Spreading around ill-gotten largesse, Bashkim establishes his dominance. The other refugees can, it seems, do nothing about it. They are powerless. The devout Muslim Djaffar (Huseyin Poyras) fights back. He is no match for Bashkim. Physical strength and flaunted amorality win. Interestingly it is Leili (Layla Savi) who effectively stands as the moral opposite of Bashkim. She wants Arben and is determined to make it in Britain by learning English, getting educated and jumping all the bureaucratic hoops. Though it is never explored by London, she fled Iran for political reasons.

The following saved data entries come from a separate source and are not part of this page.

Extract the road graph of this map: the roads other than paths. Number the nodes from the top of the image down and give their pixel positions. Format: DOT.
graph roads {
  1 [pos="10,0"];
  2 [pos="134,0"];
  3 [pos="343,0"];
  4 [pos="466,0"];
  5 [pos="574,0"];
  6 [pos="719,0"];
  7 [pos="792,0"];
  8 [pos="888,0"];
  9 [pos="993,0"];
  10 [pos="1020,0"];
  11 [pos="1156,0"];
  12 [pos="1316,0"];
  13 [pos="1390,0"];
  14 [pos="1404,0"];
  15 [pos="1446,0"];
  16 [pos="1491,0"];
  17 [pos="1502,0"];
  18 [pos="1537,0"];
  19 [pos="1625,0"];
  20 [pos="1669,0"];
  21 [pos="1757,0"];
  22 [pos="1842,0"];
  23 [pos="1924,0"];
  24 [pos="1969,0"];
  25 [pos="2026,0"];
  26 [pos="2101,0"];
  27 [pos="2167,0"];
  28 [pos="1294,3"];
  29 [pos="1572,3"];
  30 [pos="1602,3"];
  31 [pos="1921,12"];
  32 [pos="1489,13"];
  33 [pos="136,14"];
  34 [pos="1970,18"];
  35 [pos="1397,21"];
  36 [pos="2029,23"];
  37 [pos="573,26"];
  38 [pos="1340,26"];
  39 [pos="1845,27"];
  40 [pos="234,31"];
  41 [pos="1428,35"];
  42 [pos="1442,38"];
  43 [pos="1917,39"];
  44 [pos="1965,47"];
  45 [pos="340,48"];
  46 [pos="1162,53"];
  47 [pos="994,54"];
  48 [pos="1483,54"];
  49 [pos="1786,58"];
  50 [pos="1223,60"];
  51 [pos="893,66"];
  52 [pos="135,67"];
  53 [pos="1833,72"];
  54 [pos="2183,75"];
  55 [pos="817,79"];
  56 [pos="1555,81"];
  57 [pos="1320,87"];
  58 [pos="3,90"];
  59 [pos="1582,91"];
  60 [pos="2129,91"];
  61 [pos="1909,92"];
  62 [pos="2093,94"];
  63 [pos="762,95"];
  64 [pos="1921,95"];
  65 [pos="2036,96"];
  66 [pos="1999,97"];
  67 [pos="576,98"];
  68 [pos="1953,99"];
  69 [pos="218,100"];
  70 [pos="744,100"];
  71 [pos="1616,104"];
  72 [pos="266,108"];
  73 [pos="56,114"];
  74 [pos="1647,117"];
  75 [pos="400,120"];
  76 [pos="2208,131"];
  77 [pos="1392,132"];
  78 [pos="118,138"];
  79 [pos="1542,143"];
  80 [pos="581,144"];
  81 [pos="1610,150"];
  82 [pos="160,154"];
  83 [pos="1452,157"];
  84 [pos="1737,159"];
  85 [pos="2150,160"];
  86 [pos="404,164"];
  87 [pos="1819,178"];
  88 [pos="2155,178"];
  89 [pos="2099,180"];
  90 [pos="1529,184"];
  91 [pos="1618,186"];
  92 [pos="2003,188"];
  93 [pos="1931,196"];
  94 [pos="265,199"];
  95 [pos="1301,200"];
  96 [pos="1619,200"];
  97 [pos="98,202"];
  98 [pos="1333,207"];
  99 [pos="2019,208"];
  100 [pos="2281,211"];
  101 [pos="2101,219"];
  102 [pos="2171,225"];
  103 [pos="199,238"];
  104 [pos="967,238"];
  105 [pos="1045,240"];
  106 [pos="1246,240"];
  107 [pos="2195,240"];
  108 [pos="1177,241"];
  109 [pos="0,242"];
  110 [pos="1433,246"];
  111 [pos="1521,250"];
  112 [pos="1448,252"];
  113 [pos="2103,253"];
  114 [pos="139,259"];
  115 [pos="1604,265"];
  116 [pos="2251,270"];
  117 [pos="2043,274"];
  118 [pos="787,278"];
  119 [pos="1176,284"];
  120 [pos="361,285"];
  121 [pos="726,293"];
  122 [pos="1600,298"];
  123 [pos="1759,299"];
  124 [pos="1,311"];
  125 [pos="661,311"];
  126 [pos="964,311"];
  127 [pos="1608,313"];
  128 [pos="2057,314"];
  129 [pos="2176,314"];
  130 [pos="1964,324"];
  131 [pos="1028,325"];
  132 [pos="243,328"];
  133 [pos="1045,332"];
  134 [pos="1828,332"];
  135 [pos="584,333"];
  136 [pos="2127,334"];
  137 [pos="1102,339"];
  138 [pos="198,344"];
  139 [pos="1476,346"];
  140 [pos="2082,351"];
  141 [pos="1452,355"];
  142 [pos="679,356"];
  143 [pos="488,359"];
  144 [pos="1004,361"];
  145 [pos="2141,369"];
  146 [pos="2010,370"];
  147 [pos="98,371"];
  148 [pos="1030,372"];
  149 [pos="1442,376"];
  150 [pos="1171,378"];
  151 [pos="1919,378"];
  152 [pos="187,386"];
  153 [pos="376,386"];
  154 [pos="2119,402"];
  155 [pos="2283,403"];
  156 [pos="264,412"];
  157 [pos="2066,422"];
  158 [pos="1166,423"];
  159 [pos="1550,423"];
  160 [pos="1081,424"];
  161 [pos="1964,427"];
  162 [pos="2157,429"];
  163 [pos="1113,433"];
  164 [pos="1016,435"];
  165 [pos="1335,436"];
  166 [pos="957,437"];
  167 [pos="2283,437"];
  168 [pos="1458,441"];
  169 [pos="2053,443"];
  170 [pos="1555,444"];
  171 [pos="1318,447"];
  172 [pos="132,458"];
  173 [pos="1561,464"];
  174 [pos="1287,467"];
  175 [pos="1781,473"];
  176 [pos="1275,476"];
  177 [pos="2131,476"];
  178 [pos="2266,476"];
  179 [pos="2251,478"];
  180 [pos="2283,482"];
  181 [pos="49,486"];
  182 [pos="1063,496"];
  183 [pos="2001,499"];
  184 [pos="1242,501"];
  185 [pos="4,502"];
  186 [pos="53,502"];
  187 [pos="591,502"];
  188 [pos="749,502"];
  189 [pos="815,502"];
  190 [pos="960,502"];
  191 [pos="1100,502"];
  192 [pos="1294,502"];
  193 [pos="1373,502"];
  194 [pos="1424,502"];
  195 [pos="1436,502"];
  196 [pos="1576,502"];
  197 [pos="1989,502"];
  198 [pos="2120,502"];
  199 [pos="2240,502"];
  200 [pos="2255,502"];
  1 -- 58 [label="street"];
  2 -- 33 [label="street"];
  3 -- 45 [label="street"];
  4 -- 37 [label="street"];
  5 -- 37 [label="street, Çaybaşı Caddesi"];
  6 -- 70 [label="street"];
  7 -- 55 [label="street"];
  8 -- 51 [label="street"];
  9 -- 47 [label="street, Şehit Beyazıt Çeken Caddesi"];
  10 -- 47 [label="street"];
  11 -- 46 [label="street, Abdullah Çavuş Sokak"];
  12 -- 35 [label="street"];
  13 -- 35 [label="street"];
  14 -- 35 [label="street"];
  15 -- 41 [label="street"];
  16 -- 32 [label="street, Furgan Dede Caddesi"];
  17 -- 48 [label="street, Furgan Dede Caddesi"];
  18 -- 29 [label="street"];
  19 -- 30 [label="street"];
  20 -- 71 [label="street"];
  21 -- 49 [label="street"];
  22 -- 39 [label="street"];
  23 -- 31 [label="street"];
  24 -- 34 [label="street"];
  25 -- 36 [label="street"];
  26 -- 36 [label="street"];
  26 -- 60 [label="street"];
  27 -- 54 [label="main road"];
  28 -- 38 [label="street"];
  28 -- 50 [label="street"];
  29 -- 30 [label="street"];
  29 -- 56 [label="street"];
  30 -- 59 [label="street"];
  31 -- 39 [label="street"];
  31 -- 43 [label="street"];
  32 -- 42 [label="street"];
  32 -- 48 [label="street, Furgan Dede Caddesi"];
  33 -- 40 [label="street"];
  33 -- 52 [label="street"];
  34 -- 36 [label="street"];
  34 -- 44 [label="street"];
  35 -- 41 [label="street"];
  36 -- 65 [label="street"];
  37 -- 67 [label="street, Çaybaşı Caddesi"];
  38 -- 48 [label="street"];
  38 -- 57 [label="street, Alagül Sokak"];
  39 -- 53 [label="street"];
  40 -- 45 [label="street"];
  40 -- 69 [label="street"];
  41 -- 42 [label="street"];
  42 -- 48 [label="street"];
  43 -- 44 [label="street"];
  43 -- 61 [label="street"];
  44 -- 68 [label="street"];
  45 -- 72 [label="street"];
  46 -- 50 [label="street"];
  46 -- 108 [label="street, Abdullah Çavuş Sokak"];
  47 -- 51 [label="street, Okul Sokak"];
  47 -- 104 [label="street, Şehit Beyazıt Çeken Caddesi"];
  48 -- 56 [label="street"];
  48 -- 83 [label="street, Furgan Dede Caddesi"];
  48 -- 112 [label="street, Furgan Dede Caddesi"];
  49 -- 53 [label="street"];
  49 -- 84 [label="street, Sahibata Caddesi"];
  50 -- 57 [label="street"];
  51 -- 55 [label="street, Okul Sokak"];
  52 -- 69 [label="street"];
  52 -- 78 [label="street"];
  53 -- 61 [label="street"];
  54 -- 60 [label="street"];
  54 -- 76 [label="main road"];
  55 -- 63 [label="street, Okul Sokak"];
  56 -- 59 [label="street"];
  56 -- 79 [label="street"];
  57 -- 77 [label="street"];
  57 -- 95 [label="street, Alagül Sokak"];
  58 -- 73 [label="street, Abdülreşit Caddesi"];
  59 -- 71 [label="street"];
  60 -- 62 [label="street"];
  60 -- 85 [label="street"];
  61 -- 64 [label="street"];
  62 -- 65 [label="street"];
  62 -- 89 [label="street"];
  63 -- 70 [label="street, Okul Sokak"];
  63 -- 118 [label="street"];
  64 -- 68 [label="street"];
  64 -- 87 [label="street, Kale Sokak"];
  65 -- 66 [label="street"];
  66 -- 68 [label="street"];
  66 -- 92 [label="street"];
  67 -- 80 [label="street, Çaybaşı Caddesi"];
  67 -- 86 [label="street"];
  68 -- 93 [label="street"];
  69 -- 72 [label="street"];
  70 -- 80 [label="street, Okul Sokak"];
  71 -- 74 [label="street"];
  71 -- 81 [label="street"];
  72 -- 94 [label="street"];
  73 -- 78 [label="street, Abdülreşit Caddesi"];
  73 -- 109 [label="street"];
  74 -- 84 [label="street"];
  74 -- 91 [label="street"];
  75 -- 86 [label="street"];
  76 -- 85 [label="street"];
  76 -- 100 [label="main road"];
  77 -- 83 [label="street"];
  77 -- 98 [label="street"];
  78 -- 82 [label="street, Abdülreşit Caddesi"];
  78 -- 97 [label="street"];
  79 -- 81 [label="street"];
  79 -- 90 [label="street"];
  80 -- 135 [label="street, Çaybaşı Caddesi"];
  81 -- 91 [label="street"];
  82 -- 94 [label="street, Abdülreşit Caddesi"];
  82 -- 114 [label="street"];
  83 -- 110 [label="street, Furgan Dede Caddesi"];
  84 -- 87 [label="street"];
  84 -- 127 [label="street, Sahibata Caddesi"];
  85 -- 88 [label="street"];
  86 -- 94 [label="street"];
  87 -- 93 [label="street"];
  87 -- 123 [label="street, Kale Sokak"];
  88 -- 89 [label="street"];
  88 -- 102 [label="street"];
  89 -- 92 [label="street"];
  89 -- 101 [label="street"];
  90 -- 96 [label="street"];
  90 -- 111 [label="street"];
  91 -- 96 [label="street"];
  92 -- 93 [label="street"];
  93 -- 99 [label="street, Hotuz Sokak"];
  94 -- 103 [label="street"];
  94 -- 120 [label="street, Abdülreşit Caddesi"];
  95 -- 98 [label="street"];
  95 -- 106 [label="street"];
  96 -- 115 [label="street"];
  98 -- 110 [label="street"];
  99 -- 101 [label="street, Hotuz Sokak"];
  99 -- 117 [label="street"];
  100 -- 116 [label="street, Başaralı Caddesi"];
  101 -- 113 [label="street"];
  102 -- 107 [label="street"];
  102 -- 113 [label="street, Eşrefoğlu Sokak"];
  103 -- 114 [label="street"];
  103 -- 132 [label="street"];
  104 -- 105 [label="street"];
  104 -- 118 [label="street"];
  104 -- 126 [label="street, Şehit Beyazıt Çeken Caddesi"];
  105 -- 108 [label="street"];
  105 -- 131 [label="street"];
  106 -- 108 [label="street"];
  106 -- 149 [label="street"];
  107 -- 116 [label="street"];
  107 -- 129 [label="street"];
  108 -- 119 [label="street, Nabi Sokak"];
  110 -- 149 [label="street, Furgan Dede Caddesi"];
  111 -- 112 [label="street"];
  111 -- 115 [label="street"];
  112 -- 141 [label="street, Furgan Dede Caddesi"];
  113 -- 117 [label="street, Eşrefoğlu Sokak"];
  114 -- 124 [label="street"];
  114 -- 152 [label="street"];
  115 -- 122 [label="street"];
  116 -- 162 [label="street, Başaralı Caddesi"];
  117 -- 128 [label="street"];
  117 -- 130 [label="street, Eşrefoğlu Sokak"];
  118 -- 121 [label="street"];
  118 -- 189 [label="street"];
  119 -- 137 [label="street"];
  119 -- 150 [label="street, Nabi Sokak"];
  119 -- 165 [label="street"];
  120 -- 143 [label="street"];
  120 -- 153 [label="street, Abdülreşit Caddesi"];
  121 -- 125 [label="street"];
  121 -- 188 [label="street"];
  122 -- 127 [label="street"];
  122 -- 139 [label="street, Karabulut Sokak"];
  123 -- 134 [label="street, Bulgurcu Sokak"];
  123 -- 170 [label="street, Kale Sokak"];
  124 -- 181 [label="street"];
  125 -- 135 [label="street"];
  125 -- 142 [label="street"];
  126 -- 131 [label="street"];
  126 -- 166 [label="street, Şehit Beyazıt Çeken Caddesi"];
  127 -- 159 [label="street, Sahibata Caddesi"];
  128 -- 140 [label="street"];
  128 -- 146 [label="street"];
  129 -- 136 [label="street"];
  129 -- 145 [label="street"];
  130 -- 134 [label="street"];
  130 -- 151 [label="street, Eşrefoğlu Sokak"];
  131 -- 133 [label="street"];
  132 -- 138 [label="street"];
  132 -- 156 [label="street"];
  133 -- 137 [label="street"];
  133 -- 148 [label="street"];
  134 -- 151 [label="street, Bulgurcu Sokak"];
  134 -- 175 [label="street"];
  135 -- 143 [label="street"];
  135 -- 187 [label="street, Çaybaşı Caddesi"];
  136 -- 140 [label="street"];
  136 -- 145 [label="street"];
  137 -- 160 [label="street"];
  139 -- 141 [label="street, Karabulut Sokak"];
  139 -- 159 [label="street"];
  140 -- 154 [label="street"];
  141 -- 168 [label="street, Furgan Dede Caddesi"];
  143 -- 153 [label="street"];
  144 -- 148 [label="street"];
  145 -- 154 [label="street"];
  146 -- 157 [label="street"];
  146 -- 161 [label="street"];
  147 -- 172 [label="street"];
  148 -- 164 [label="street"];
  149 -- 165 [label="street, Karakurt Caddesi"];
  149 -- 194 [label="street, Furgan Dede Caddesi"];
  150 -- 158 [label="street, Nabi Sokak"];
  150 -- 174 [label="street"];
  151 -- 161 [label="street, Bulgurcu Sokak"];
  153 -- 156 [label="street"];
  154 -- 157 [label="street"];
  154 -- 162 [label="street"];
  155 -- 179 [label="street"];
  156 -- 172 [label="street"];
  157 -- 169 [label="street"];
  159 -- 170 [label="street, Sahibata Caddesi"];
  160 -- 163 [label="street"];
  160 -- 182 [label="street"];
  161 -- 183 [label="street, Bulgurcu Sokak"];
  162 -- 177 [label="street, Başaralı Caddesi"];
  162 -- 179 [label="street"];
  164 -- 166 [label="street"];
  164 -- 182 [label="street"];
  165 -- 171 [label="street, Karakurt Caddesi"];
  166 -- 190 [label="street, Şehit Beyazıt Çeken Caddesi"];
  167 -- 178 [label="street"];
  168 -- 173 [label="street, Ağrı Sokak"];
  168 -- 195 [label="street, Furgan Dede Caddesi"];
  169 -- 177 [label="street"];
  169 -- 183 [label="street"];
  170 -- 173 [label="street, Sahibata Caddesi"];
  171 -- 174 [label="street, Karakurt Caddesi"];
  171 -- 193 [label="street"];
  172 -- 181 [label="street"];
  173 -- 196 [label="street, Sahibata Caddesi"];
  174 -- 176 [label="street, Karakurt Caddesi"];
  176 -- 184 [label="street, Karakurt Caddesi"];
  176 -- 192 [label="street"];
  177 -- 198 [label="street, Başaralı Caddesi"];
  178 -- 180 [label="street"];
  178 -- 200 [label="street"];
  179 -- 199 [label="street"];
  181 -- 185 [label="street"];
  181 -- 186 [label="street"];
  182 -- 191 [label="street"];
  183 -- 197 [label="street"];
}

Director Lisa Goldman has done a great job. Scenes flash forward in a series of snapshots and things never drag. The language question is handled well too. We are given a combination of broken English, as the refugees struggle to communicate across the fog of incomprehension, and straightforward English, albeit with an accent, as for example when the two Kosovars - Bashkim and Arben - speak to each other. Far from being confusing, the device gives insight. Firstly, it shows that behind the halting sentences there is wit and intelligence. Secondly, although for the authorities all the hostel residents are uniformly categorised as refugees, they define themselves, and are defined by others, according to their difference in nationality and language.

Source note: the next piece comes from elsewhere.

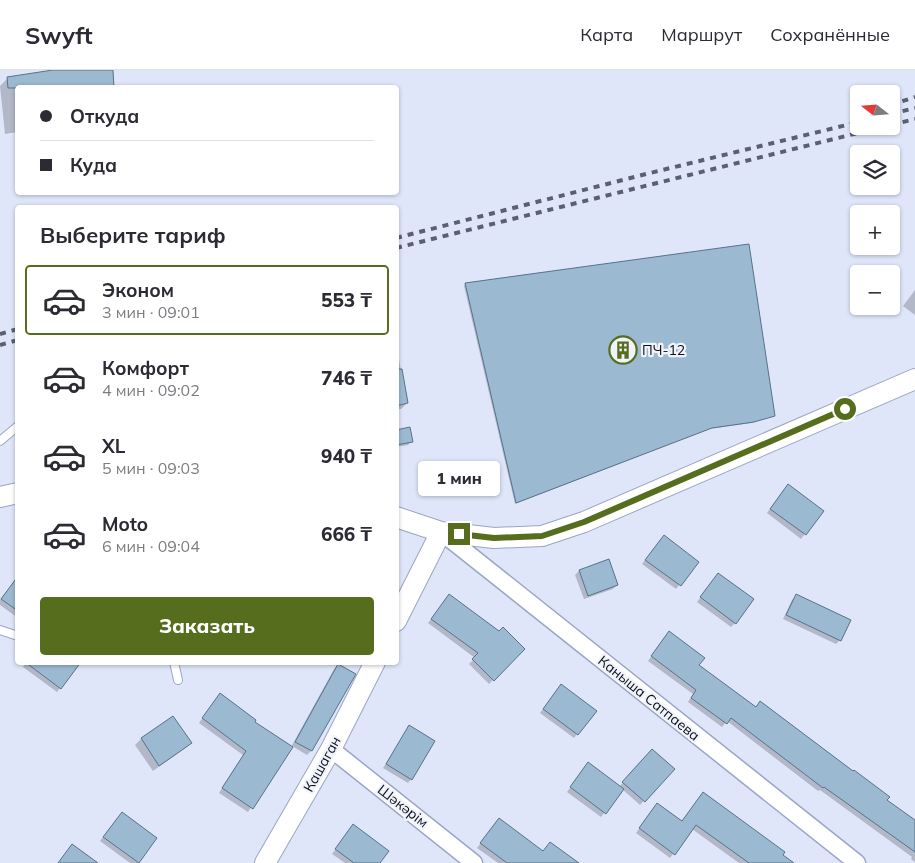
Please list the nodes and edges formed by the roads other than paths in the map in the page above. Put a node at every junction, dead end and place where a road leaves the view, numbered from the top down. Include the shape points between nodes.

London’s play lifts the lid on a side of life unknown to the mass of the population. How the British state treats migrants - who come here for political and economic reasons - like criminals is shameful. Straw’s draconian Asylum and Immigration Act will make matters far worse. London offers no political solutions. As an artist why should he? He has done what we should expect from a playwright. He has honestly told the truth as he sees it.

Precisely because of that, whatever London’s subjective intentions, Leave to remain is an indictment of establishment politicians and national chauvinism in general. Only those incapable of empathy will be unmoved by the incompetence, squalor and indignities perpetrated by the immigration system. But his characters challenge conventional leftwing sensibilities too.

They refuse to neatly fit into the allotted role of victim. Like the rest of us they are human ... and human beings, whatever their shortcomings and faults, should have the right to move and settle anywhere on this planet.

The sheer will to live, the tears, tragedies and bitter disappointments, the hope and energy of Leon London’s characters point to the rational way forward for me. The only way to overcome the inhumanity of humanity is through humanity.